=== EXERCISE MATERIALS ===
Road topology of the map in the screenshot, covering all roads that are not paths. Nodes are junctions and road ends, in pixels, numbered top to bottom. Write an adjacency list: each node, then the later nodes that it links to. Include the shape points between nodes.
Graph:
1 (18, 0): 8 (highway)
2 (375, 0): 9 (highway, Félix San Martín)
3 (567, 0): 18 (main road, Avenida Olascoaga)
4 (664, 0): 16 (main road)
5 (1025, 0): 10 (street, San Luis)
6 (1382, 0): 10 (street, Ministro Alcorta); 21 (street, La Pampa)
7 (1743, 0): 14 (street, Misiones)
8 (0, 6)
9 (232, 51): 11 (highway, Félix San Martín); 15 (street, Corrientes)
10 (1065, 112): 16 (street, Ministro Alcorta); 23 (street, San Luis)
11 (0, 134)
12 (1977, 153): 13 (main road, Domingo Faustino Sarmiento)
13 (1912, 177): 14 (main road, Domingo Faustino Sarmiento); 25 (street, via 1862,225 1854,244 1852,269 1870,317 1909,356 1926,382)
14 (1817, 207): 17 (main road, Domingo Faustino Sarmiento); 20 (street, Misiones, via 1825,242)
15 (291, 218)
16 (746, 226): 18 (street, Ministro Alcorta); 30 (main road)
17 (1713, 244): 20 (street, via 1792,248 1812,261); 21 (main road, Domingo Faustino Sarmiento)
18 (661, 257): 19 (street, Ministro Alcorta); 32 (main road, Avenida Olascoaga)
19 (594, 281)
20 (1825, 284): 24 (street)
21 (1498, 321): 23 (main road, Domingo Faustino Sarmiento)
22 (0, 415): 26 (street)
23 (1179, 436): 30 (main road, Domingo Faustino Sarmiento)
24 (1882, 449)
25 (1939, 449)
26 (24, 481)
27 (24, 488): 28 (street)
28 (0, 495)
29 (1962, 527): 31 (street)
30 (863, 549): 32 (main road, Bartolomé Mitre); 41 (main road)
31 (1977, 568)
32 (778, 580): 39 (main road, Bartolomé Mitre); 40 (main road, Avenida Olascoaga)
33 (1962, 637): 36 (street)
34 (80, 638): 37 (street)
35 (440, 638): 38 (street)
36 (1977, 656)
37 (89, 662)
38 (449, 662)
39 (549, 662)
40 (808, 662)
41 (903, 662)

=== TASK ===
The listing above should be repeated in its entirety, unchanged.

=== SOLVED EXERCISE ===
Road topology of the map in the screenshot, covering all roads that are not paths. Nodes are junctions and road ends, in pixels, numbered top to bottom. Write an adjacency list: each node, then the later nodes that it links to. Include the shape points between nodes.
Graph:
1 (18, 0): 8 (highway)
2 (375, 0): 9 (highway, Félix San Martín)
3 (567, 0): 18 (main road, Avenida Olascoaga)
4 (664, 0): 16 (main road)
5 (1025, 0): 10 (street, San Luis)
6 (1382, 0): 10 (street, Ministro Alcorta); 21 (street, La Pampa)
7 (1743, 0): 14 (street, Misiones)
8 (0, 6)
9 (232, 51): 11 (highway, Félix San Martín); 15 (street, Corrientes)
10 (1065, 112): 16 (street, Ministro Alcorta); 23 (street, San Luis)
11 (0, 134)
12 (1977, 153): 13 (main road, Domingo Faustino Sarmiento)
13 (1912, 177): 14 (main road, Domingo Faustino Sarmiento); 25 (street, via 1862,225 1854,244 1852,269 1870,317 1909,356 1926,382)
14 (1817, 207): 17 (main road, Domingo Faustino Sarmiento); 20 (street, Misiones, via 1825,242)
15 (291, 218)
16 (746, 226): 18 (street, Ministro Alcorta); 30 (main road)
17 (1713, 244): 20 (street, via 1792,248 1812,261); 21 (main road, Domingo Faustino Sarmiento)
18 (661, 257): 19 (street, Ministro Alcorta); 32 (main road, Avenida Olascoaga)
19 (594, 281)
20 (1825, 284): 24 (street)
21 (1498, 321): 23 (main road, Domingo Faustino Sarmiento)
22 (0, 415): 26 (street)
23 (1179, 436): 30 (main road, Domingo Faustino Sarmiento)
24 (1882, 449)
25 (1939, 449)
26 (24, 481)
27 (24, 488): 28 (street)
28 (0, 495)
29 (1962, 527): 31 (street)
30 (863, 549): 32 (main road, Bartolomé Mitre); 41 (main road)
31 (1977, 568)
32 (778, 580): 39 (main road, Bartolomé Mitre); 40 (main road, Avenida Olascoaga)
33 (1962, 637): 36 (street)
34 (80, 638): 37 (street)
35 (440, 638): 38 (street)
36 (1977, 656)
37 (89, 662)
38 (449, 662)
39 (549, 662)
40 (808, 662)
41 (903, 662)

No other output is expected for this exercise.